Start of RECORDS FOR PROCESSING

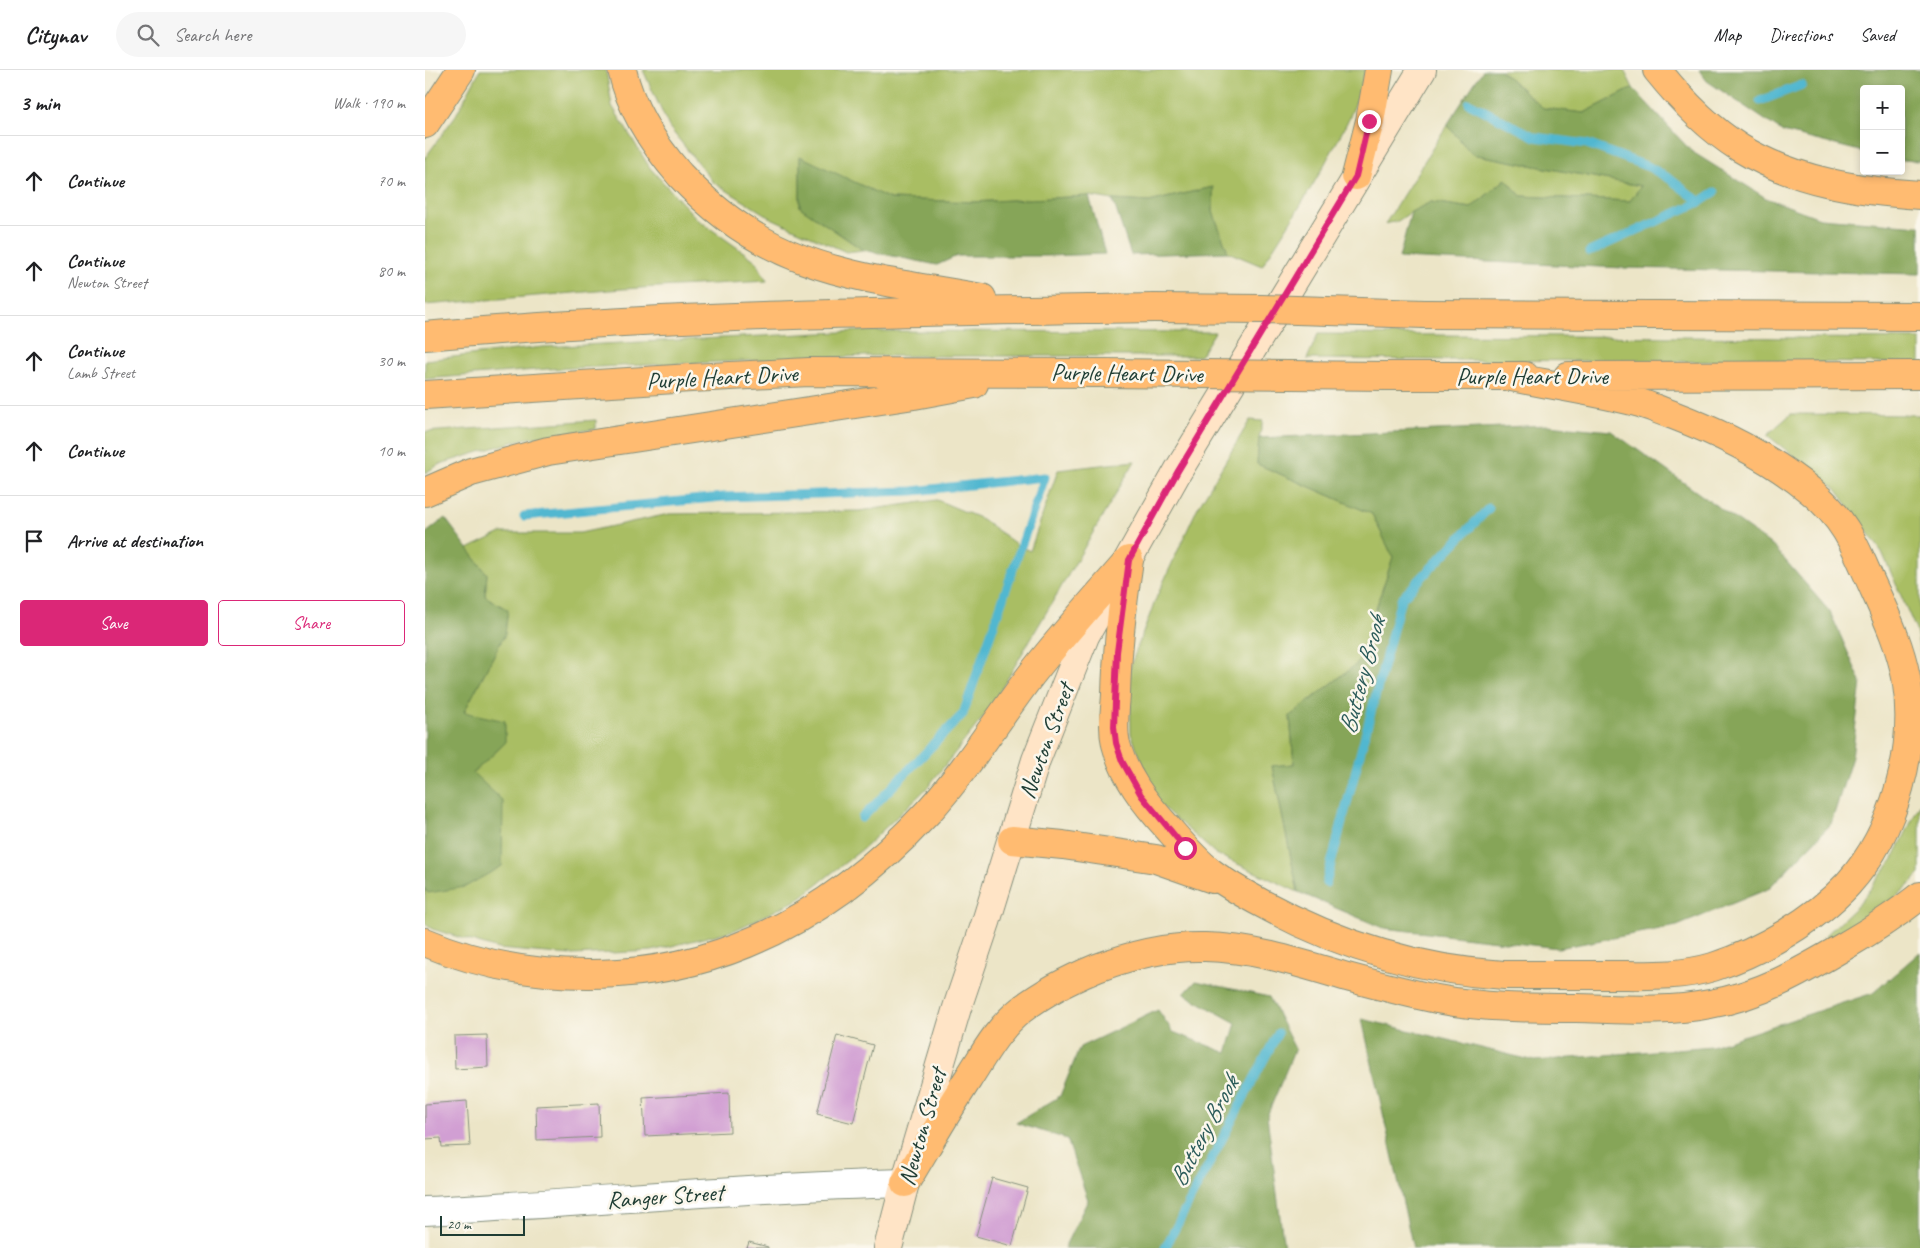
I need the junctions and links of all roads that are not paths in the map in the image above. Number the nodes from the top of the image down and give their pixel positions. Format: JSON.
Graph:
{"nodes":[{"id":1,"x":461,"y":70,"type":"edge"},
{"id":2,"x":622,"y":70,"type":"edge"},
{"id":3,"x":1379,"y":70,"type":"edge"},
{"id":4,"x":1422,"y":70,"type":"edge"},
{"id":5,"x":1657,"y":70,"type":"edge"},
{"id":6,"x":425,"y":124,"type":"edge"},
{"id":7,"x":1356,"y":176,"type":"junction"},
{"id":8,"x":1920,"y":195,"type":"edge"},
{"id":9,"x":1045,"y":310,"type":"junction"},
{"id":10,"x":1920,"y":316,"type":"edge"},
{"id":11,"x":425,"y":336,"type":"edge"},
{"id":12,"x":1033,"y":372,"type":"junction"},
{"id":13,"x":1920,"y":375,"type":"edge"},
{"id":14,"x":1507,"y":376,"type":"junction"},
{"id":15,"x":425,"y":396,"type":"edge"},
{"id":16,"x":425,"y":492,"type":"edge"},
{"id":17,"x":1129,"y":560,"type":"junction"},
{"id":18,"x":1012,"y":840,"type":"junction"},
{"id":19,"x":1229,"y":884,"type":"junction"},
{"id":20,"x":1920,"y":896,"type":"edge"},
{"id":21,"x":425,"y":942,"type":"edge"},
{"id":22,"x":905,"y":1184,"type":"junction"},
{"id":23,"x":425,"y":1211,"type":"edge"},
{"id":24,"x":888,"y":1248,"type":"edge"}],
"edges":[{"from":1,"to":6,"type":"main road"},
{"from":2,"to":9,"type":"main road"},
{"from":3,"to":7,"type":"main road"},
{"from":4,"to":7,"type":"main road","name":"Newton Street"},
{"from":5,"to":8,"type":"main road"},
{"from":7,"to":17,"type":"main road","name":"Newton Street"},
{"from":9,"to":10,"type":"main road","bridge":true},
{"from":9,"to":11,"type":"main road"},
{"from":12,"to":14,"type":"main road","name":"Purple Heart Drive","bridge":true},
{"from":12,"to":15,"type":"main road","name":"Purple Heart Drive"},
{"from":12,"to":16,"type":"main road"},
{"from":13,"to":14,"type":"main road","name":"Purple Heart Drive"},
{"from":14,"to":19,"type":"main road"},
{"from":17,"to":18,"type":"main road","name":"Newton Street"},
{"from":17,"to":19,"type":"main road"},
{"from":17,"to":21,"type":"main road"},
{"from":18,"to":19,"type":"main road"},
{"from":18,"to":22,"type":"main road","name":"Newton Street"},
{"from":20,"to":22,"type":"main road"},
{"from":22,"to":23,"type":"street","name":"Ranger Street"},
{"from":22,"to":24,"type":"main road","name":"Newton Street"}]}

End of RECORDS FOR PROCESSING

**PROMPT:** The result should be an exact copy of the material, containing no pictures.

**ANSWER BOX:**
I need the junctions and links of all roads that are not paths in the map in the image above. Number the nodes from the top of the image down and give their pixel positions. Format: JSON.
Graph:
{"nodes":[{"id":1,"x":461,"y":70,"type":"edge"},
{"id":2,"x":622,"y":70,"type":"edge"},
{"id":3,"x":1379,"y":70,"type":"edge"},
{"id":4,"x":1422,"y":70,"type":"edge"},
{"id":5,"x":1657,"y":70,"type":"edge"},
{"id":6,"x":425,"y":124,"type":"edge"},
{"id":7,"x":1356,"y":176,"type":"junction"},
{"id":8,"x":1920,"y":195,"type":"edge"},
{"id":9,"x":1045,"y":310,"type":"junction"},
{"id":10,"x":1920,"y":316,"type":"edge"},
{"id":11,"x":425,"y":336,"type":"edge"},
{"id":12,"x":1033,"y":372,"type":"junction"},
{"id":13,"x":1920,"y":375,"type":"edge"},
{"id":14,"x":1507,"y":376,"type":"junction"},
{"id":15,"x":425,"y":396,"type":"edge"},
{"id":16,"x":425,"y":492,"type":"edge"},
{"id":17,"x":1129,"y":560,"type":"junction"},
{"id":18,"x":1012,"y":840,"type":"junction"},
{"id":19,"x":1229,"y":884,"type":"junction"},
{"id":20,"x":1920,"y":896,"type":"edge"},
{"id":21,"x":425,"y":942,"type":"edge"},
{"id":22,"x":905,"y":1184,"type":"junction"},
{"id":23,"x":425,"y":1211,"type":"edge"},
{"id":24,"x":888,"y":1248,"type":"edge"}],
"edges":[{"from":1,"to":6,"type":"main road"},
{"from":2,"to":9,"type":"main road"},
{"from":3,"to":7,"type":"main road"},
{"from":4,"to":7,"type":"main road","name":"Newton Street"},
{"from":5,"to":8,"type":"main road"},
{"from":7,"to":17,"type":"main road","name":"Newton Street"},
{"from":9,"to":10,"type":"main road","bridge":true},
{"from":9,"to":11,"type":"main road"},
{"from":12,"to":14,"type":"main road","name":"Purple Heart Drive","bridge":true},
{"from":12,"to":15,"type":"main road","name":"Purple Heart Drive"},
{"from":12,"to":16,"type":"main road"},
{"from":13,"to":14,"type":"main road","name":"Purple Heart Drive"},
{"from":14,"to":19,"type":"main road"},
{"from":17,"to":18,"type":"main road","name":"Newton Street"},
{"from":17,"to":19,"type":"main road"},
{"from":17,"to":21,"type":"main road"},
{"from":18,"to":19,"type":"main road"},
{"from":18,"to":22,"type":"main road","name":"Newton Street"},
{"from":20,"to":22,"type":"main road"},
{"from":22,"to":23,"type":"street","name":"Ranger Street"},
{"from":22,"to":24,"type":"main road","name":"Newton Street"}]}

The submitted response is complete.